The folders used by default are /var/lib/manticore, /var/log/manticore, /var/run/manticore. You can still use the existing Sphinx config, but you need to manually change permissions for /var/lib/sphinxsearch and /var/log/sphinxsearch folders. Or, just rename globally ‘sphinx’ to ‘manticore’ in system files. If you use other folders (for data, wordforms files etc.) the ownership must be also switched to user manticore. The pid_file location should be changed to match the manticore.service to /var/run/manticore/searchd.pid.

If you want to use the Manticore folder instead, the table files need to be moved to the new data folder (/var/lib/manticore) and the permissions to be changed to user manticore.

Sphinx 2.x / Manticore 2.x -> Manticore 3.x

Upgrading from Sphinx / Manticore 2.x to 3.x is not straightforward, because the table storage engine received a massive upgrade and the new searchd can’t load older tables and upgrade them to new format on-the-fly.

Manticore Search 3 got a redesigned table storage. Tables created with Manticore/Sphinx 2.x cannot be loaded by Manticore Search 3 without a conversion. Because of the 4GB limitation, a real-time table in 2.x could still have several disk chunks after an optimize operation. After upgrading to 3.x, these tables can now be optimized to 1-disk chunk with the usual OPTIMIZE command. Index files also changed. The only component that didn’t get any structural changes is the .spp file (hitlists). .sps (strings/json) and .spm (MVA) are now held by .spb (var-length attributes). The new format has an .spm file present, but it’s used for row map (previously it was dedicated for MVA attributes). The new extensions added are .spt (docid lookup), .sphi ( secondary index histograms), .spds (document storage). In case you are using scripts that manipulate table files, they should be adapted for the new file extensions.

The upgrade procedure may differ depending on your setup (number of servers in the cluster, whether you have HA or not etc.), but in general it’s about creating new 3.x table versions and replacing your existing ones with them along with replacing older 2.x binaries with the new ones.
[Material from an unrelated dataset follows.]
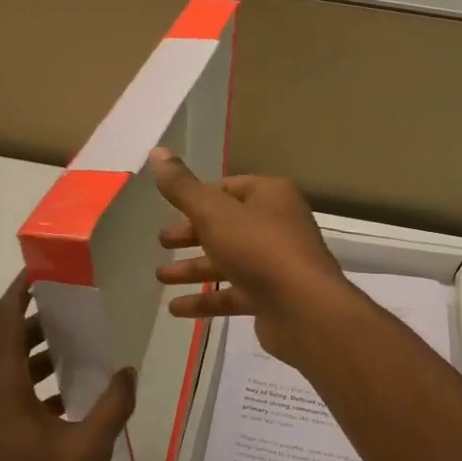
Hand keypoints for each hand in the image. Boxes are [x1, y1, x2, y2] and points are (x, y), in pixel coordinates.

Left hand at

There are two special requirements to take care:

Real-time tables need to be flushed using FLUSH RAMCHUNK
Plain tables with kill-lists require adding a new directive in table configuration (see killlist_target)

Manticore Search 3 includes a new tool - index_converter - that can convert Sphinx 2.x / Manticore 2.x tables to 3.x format. index_converter comes in a separate package which should be installed first. Using the convert tool create 3.x versions of your tables. index_converter can write the new files in the existing data folder and backup the old files or it can write the new files to a chosen folder.

Basic upgrade instruction

If you have a single server:

install manticore-converter package
use index_converter to create new versions of the tables in a different folder than the existing data folder ( using -–output-dir option)
stop existing Manticore/Sphinx, upgrade to 3.0, move the new tables to data folder, start Manticore

To get a minimal downtime, you can copy 2.x tables, config (you’ll need to edit paths here for tables, logs and different ports) and binaries to a separate location and start this on a separate port and point your application to it. After upgrade is made to 3.0 and the new server is started, you can point back the application to the normal ports. If all is good, stop the 2.x copy and delete the files to free the space.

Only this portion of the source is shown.